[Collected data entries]

# # # # #

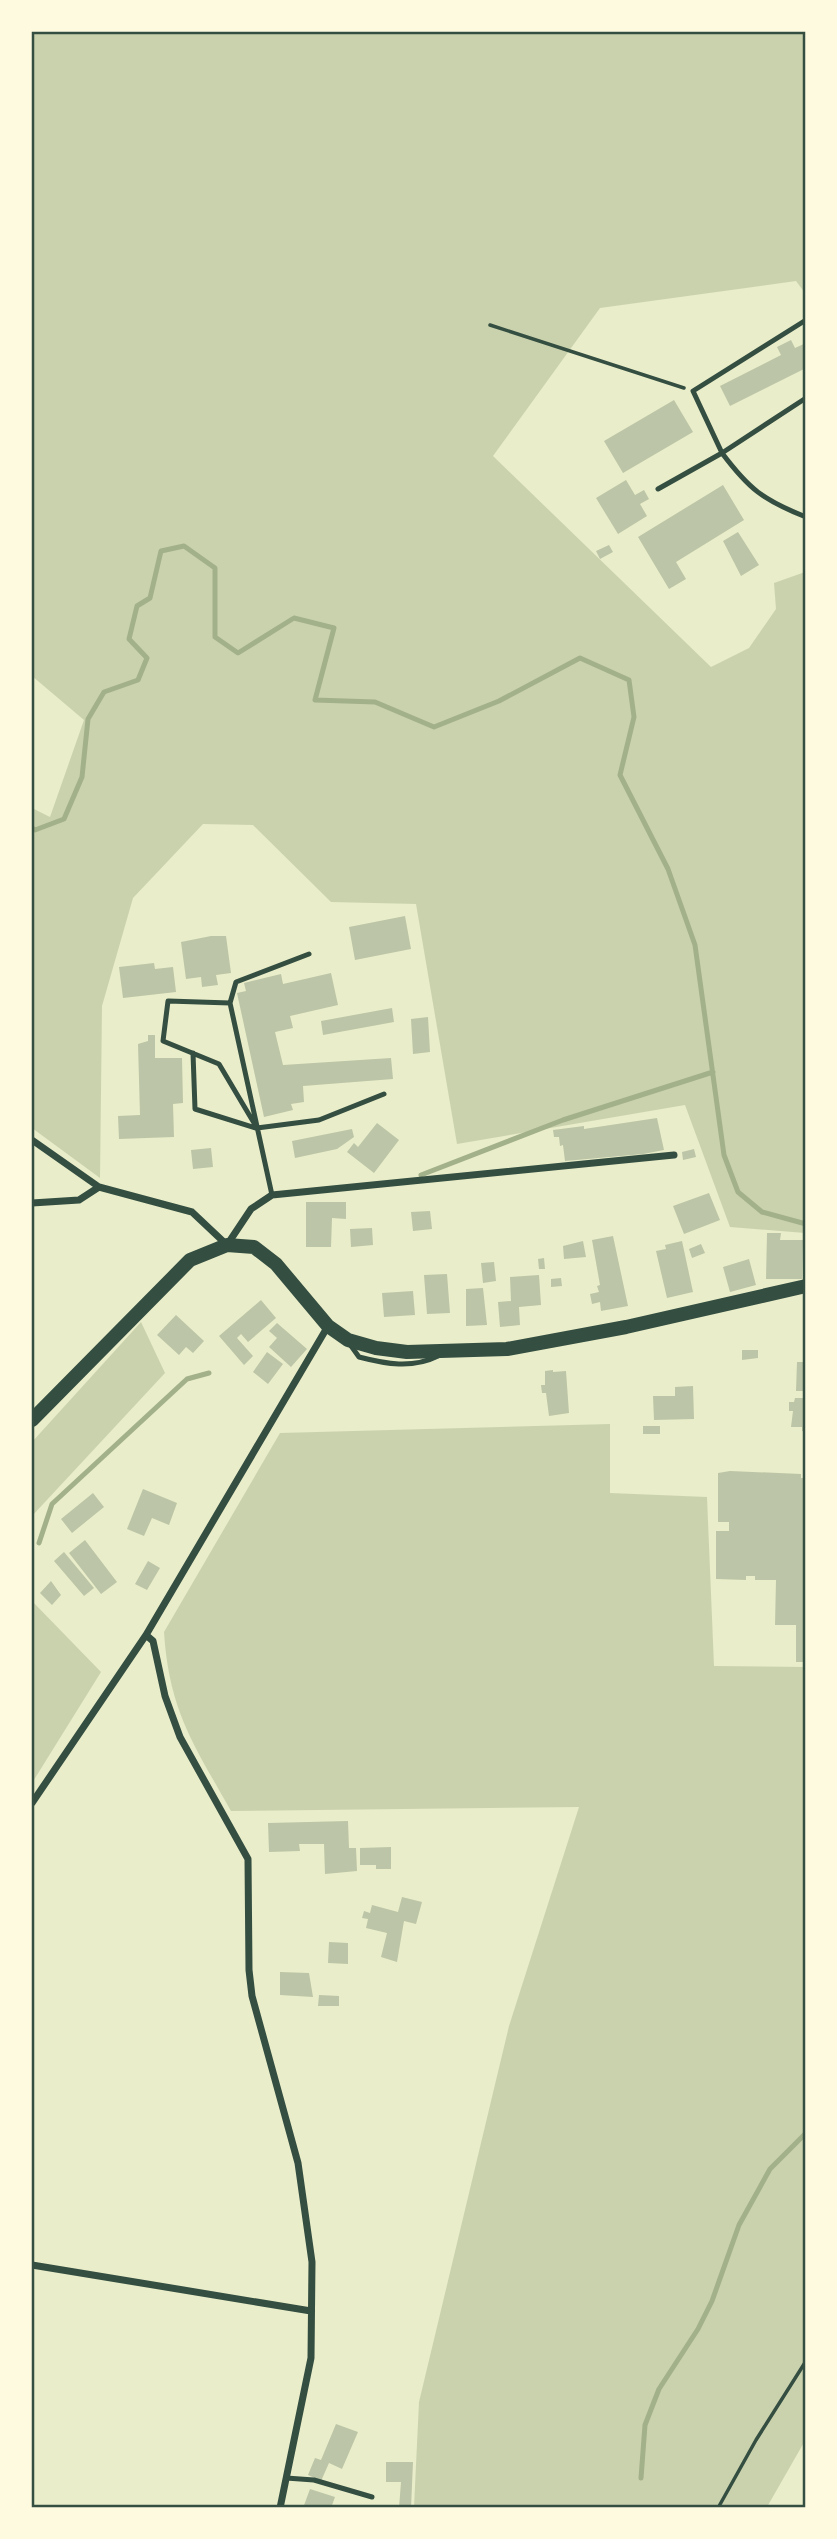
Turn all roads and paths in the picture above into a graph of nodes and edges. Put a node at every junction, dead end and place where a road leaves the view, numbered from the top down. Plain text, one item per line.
1 (806, 320) edge
2 (490, 325) dead end
3 (693, 391) junction
4 (806, 398) edge
5 (722, 453) junction
6 (659, 489) dead end
7 (806, 517) edge
8 (309, 954) dead end
9 (230, 1003) junction
10 (193, 1053) junction
11 (384, 1094) dead end
12 (257, 1128) junction
13 (32, 1140) edge
14 (674, 1156) dead end
15 (99, 1187) junction
16 (272, 1195) junction
17 (32, 1203) edge
18 (227, 1245) junction
19 (806, 1286) edge
20 (328, 1326) junction
21 (32, 1420) edge
22 (146, 1635) junction
23 (32, 1803) edge
24 (32, 2265) edge
25 (310, 2311) junction
26 (806, 2361) edge
27 (286, 2477) junction
28 (372, 2497) dead end
29 (280, 2508) edge
30 (718, 2508) edge

1 - 3 lane
2 - 3 path
3 - 5 lane
4 - 5 lane
5 - 6 lane
5 - 7 lane
8 - 9 lane
9 - 10 lane
9 - 12 lane
10 - 12 lane
10 - 12 lane
11 - 12 lane
12 - 16 lane
13 - 15 street
14 - 16 street
15 - 17 street
15 - 18 street
16 - 18 street
18 - 20 main road
18 - 21 main road
19 - 20 main road
20 - 22 street
22 - 23 street
22 - 25 street
24 - 25 street
25 - 27 street
26 - 30 path
27 - 28 lane
27 - 29 street

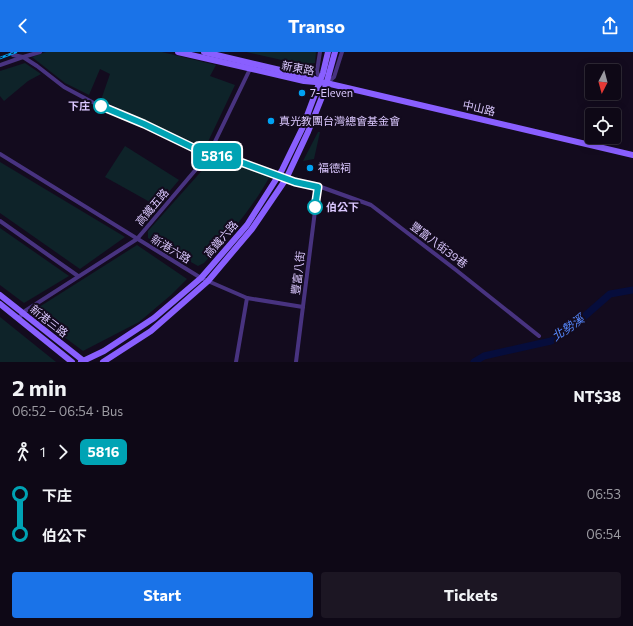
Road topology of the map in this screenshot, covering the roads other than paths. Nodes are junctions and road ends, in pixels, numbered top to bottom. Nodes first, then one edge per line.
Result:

# # # # #

Leaving the pictures out, write out every entry exactly.

Result:
Turn all roads and paths in the picture above into a graph of nodes and edges. Put a node at every junction, dead end and place where a road leaves the view, numbered from the top down. Plain text, one item per line.
1 (806, 320) edge
2 (490, 325) dead end
3 (693, 391) junction
4 (806, 398) edge
5 (722, 453) junction
6 (659, 489) dead end
7 (806, 517) edge
8 (309, 954) dead end
9 (230, 1003) junction
10 (193, 1053) junction
11 (384, 1094) dead end
12 (257, 1128) junction
13 (32, 1140) edge
14 (674, 1156) dead end
15 (99, 1187) junction
16 (272, 1195) junction
17 (32, 1203) edge
18 (227, 1245) junction
19 (806, 1286) edge
20 (328, 1326) junction
21 (32, 1420) edge
22 (146, 1635) junction
23 (32, 1803) edge
24 (32, 2265) edge
25 (310, 2311) junction
26 (806, 2361) edge
27 (286, 2477) junction
28 (372, 2497) dead end
29 (280, 2508) edge
30 (718, 2508) edge

1 - 3 lane
2 - 3 path
3 - 5 lane
4 - 5 lane
5 - 6 lane
5 - 7 lane
8 - 9 lane
9 - 10 lane
9 - 12 lane
10 - 12 lane
10 - 12 lane
11 - 12 lane
12 - 16 lane
13 - 15 street
14 - 16 street
15 - 17 street
15 - 18 street
16 - 18 street
18 - 20 main road
18 - 21 main road
19 - 20 main road
20 - 22 street
22 - 23 street
22 - 25 street
24 - 25 street
25 - 27 street
26 - 30 path
27 - 28 lane
27 - 29 street

Road topology of the map in this screenshot, covering the roads other than paths. Nodes are junctions and road ends, in pixels, numbered top to bottom. Nodes first, then one edge per line.
Result:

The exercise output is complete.